Experts at the Q2B Silicon Valley conference in December hailed significant advances in quantum computing hardware, describing the progress as spectacular despite remaining challenges. Leaders from science and industry expressed optimism about achieving industrially useful, fault-tolerant devices in the coming years. Applications for health, energy, and scientific discovery are also gaining traction.
The Q2B Silicon Valley conference, which gathers quantum computing experts from business and science, concluded on an optimistic note in December. Attendees agreed that the field is advancing rapidly toward practical quantum computers, though hurdles persist.

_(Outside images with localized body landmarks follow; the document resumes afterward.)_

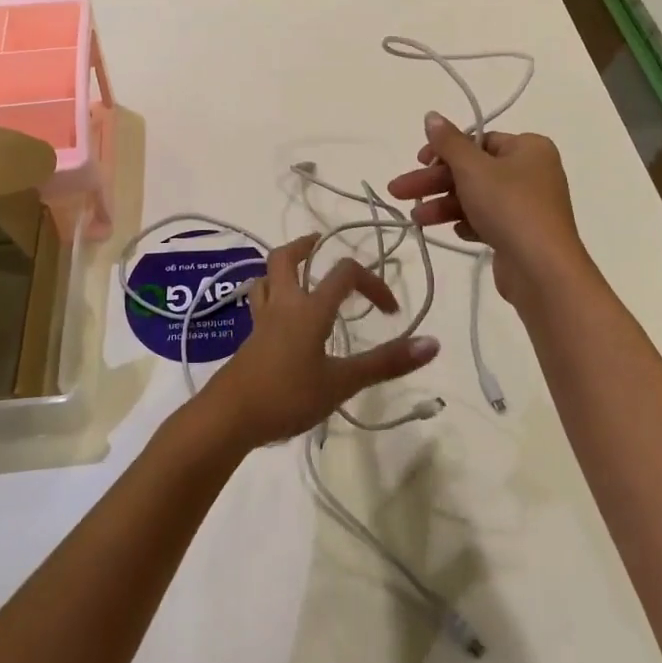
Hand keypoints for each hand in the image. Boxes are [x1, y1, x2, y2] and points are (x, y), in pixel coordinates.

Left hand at [200, 233, 439, 448]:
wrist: (229, 416)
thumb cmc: (287, 395)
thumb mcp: (342, 382)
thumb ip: (385, 363)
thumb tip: (432, 343)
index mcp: (309, 308)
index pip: (344, 274)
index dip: (372, 283)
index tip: (390, 311)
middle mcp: (283, 304)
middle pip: (284, 259)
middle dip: (305, 247)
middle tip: (321, 246)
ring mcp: (261, 321)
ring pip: (266, 278)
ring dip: (283, 270)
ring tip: (301, 276)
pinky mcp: (249, 339)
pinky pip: (260, 303)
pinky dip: (272, 297)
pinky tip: (282, 318)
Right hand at [386, 113, 591, 308]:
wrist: (541, 269)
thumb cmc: (509, 206)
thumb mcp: (472, 168)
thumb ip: (448, 142)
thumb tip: (431, 116)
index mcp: (529, 148)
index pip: (478, 140)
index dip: (445, 150)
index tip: (419, 161)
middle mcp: (532, 172)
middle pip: (473, 170)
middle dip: (435, 181)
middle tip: (399, 191)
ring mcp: (528, 205)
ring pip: (476, 197)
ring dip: (444, 204)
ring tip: (416, 219)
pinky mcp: (521, 234)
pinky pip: (488, 220)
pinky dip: (467, 223)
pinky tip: (453, 231)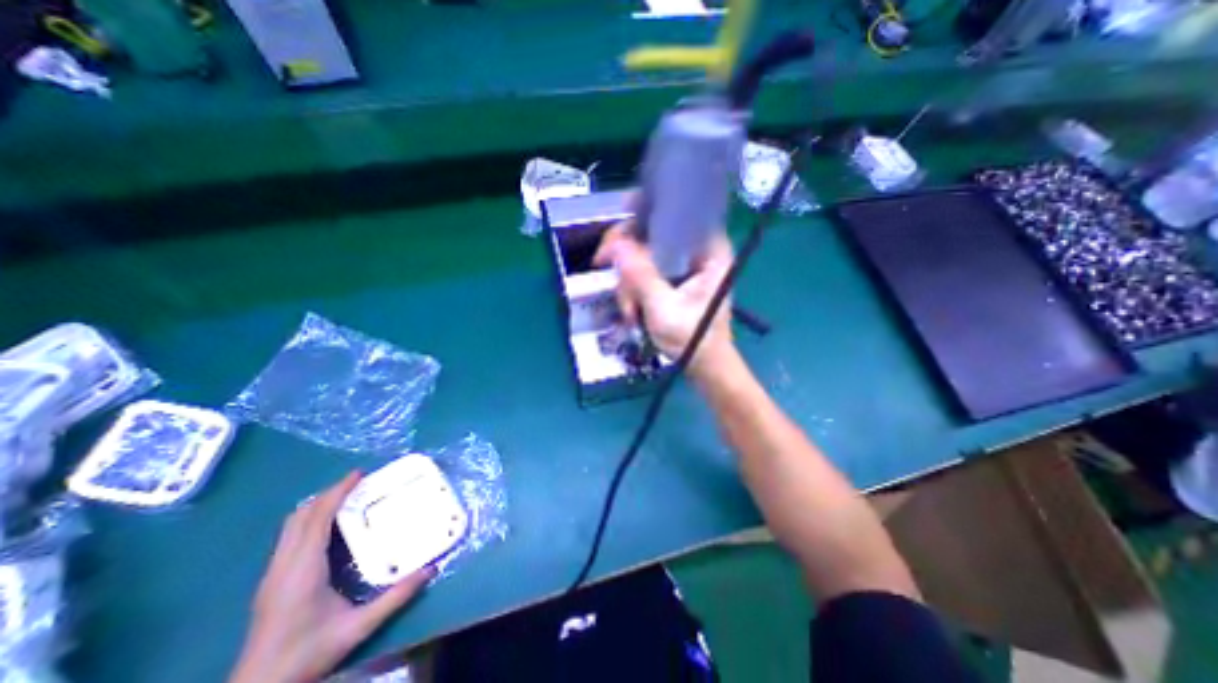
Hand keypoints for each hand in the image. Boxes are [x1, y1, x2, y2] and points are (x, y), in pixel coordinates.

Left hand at [231, 473, 433, 681]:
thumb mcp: (357, 627)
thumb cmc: (307, 654)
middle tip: (358, 483)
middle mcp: (283, 565)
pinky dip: (309, 520)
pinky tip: (328, 526)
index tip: (359, 474)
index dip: (337, 492)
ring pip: (291, 525)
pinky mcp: (270, 581)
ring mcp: (272, 573)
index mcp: (302, 569)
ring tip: (345, 497)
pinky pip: (289, 537)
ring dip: (317, 505)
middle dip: (328, 494)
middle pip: (300, 516)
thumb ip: (395, 597)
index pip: (317, 518)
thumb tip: (430, 570)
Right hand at [596, 218, 736, 374]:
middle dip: (628, 261)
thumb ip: (641, 276)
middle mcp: (698, 251)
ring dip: (629, 283)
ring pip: (644, 255)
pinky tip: (633, 309)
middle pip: (652, 234)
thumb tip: (616, 245)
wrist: (704, 366)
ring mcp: (685, 266)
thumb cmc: (693, 340)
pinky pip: (646, 271)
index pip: (673, 215)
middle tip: (608, 274)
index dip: (641, 217)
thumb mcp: (664, 309)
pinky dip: (634, 288)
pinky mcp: (675, 278)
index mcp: (709, 251)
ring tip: (630, 312)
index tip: (615, 234)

Joe Altepeter, programme manager for the US Defense Advanced Research Projects Agency’s Quantum Benchmarking Initiative (QBI), shared during a presentation: “On balance, we think it is more likely than not that someone, or maybe multiple someones, are going to be able to make a really industrially useful quantum computer, which is not something I’d be concluding at the end of 2025.” The QBI aims to evaluate competing approaches to build fault-tolerant quantum computers capable of error correction. After its first six months, the multi-year program involving hundreds of evaluators identified major obstacles in each method but found none disqualifying.
Scott Aaronson from the University of Texas at Austin echoed this sentiment: “In late 2025, it feels to me like all of the key hardware building blocks seem to be more or less in place, at roughly the required fidelity, maybe for the first time, leaving only these enormous questions about… the engineering challenges.” He called the hardware progress “spectacular,” while noting the need for new algorithms to unlock practical uses.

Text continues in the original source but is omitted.